Nachdem Sandra Köster eine namentliche Abstimmung beantragt hatte, stimmten 19 Stadtvertreter für das Schwimmbad, Matthias Ewert, Andrea Köster und Sandra Köster von der CDU, Kristine Kasten von der SPD und der fraktionslose Raik Knüppel enthielten sich der Stimme. Der Nachtragshaushalt wurde ähnlich bewertet: 18 dafür, Knüppel und Torsten Zink (CDU) enthielten sich, Ewert, Kasten sowie Andrea und Sandra Köster waren dagegen.
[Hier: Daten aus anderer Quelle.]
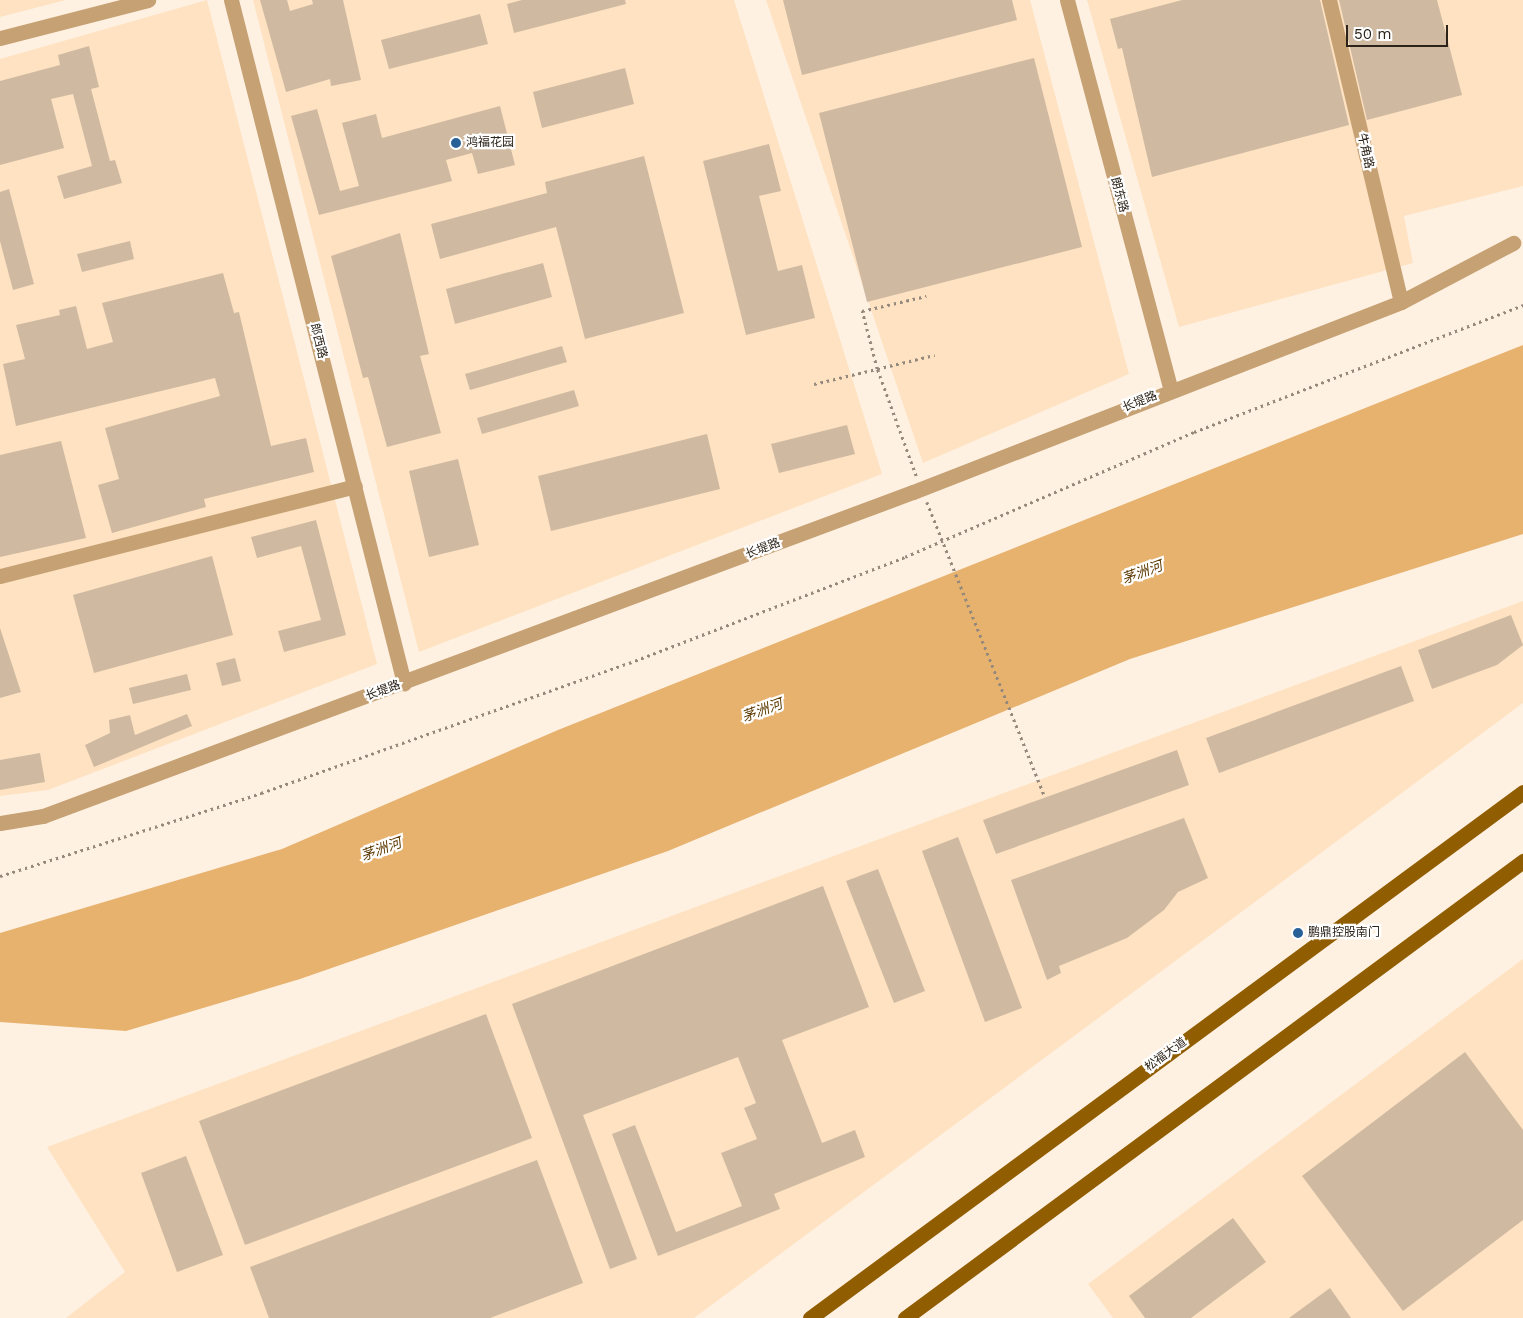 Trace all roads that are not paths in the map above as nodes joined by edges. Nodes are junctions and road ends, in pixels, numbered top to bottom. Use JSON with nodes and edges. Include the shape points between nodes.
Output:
{"nodes":[{"id":1,"x":148,"y":0,"type":"edge"},
{"id":2,"x":231,"y":0,"type":"edge"},
{"id":3,"x":1067,"y":0,"type":"edge"},
{"id":4,"x":1329,"y":0,"type":"edge"},
{"id":5,"x":0,"y":38,"type":"edge"},
{"id":6,"x":1513,"y":243,"type":"dead end"},
{"id":7,"x":1401,"y":302,"type":"junction"},
{"id":8,"x":1172,"y":390,"type":"junction"},
{"id":9,"x":354,"y":486,"type":"junction"},
{"id":10,"x":0,"y":576,"type":"edge"},
{"id":11,"x":404,"y":683,"type":"junction"},
{"id":12,"x":1523,"y":792,"type":"edge"},
{"id":13,"x":0,"y":823,"type":"edge"},
{"id":14,"x":1523,"y":861,"type":"edge"},
{"id":15,"x":810,"y":1318,"type":"edge"},
{"id":16,"x":905,"y":1318,"type":"edge"}],
"edges":[{"from":1,"to":5,"type":"street"},
{"from":2,"to":9,"type":"street","name":"郎西路"},
{"from":3,"to":8,"type":"street","name":"朗东路"},
{"from":4,"to":7,"type":"street","name":"牛角路"},
{"from":6,"to":7,"type":"street","name":"长堤路"},
{"from":7,"to":8,"type":"street","name":"长堤路"},
{"from":8,"to":11,"type":"street","name":"长堤路"},
{"from":9,"to":10,"type":"street"},
{"from":9,"to":11,"type":"street","name":"郎西路"},
{"from":11,"to":13,"type":"street","name":"长堤路","via":[[42,816]]},
{"from":12,"to":15,"type":"main road","name":"松福大道"},
{"from":14,"to":16,"type":"main road"}]}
Ebenfalls geheim gewählt wurden die beiden stellvertretenden Bürgermeister. Erster Vize wurde Bauamtsleiter Rainer Starke (18 Ja-Stimmen, viermal nein und zwei ungültige Wahlzettel), Zweiter Stellvertreter Hauptamtsleiter Steffen Ulrich (einstimmig). Die Wahl der Ausschüsse ging zügig über die Bühne. Die ausgehandelten Besetzungen wurden von niemandem beanstandet.Innerhalb der Stadtvertretung hat sich eine Sitzordnung etabliert. Vom Präsidium aus betrachtet sitzen links die drei Mitglieder der AfD-Fraktion und Raik Knüppel als Einzelkämpfer. Die Mitte wird vom BB und der CDU bestimmt, wobei Sven Fröhlich von der FDP in einer Reihe der BB-Fraktion sitzt. Auf der rechten Seite haben die Fraktion Linke/BFW (Matthies Knuth) und die SPD-Fraktion Platz genommen.